As Harry's assistant she was well aware that of the nine hundred soldiers in Delhi, only a hundred were British. While not all of the other 800 would turn on them, and some would stand loyal, they were still horribly outnumbered.
She was caught up in her thoughts when she was startled by the sound of a colossal blast, which rumbled the very ground underneath them. In the south of the city, a massive fireball ignited.
"Good God! What on earth was that?," ventured one of the junior officers, bewildered by the sound.

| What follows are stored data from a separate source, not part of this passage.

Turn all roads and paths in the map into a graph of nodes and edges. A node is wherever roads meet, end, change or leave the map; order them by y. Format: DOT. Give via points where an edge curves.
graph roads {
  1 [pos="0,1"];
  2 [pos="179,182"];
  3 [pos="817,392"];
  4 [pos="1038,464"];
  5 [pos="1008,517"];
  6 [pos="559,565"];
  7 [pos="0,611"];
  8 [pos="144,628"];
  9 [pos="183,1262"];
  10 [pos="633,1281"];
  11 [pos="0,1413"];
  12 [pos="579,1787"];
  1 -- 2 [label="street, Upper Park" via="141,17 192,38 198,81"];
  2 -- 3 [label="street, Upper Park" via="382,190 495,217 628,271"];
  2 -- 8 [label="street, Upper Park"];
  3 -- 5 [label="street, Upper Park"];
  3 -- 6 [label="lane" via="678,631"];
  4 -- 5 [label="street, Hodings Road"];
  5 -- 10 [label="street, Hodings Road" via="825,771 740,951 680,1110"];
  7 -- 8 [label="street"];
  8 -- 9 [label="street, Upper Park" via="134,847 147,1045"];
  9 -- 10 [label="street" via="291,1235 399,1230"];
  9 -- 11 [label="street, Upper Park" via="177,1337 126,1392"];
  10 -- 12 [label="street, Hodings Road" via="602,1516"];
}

Several of the soldiers and ladies rushed forward to join her on the wall. A hush fell over the fort as everyone watched in horror as fire consumed the slums on the city fringe.
Harry came forward to stand by her side.
"The arsenal," he stated. "Someone set the gunpowder stocks alight. There must be a thousand people in the shacks around the arsenal."
He lowered his voice so that it was only audible to her, "I'm afraid that their deaths will only fuel the rebel's sense of grievance."
Within a matter of minutes he was proven correct as Ruth observed that one of the groups of soldiers was making for the fort, shouting and pointing towards its walls. Ruth passed her telescope to Harry silently, her finger indicating to him the point he should observe.
Harry looked for a moment and then put down his telescope. He had made his decision.
The fort structure could not survive a continued onslaught, in places where the mortar was weakened it could be penetrated and they had not the provisions to withstand a siege anyway.
Delhi had fallen and could not be recovered with the handful of soldiers who had stayed loyal to them. They would have to take their chances and make for a British outpost.
His heart felt heavy as he surveyed the scene beneath him, the shimmering heat casting a haze over the sprawling metropolis.
So this was what it felt like to lose a city.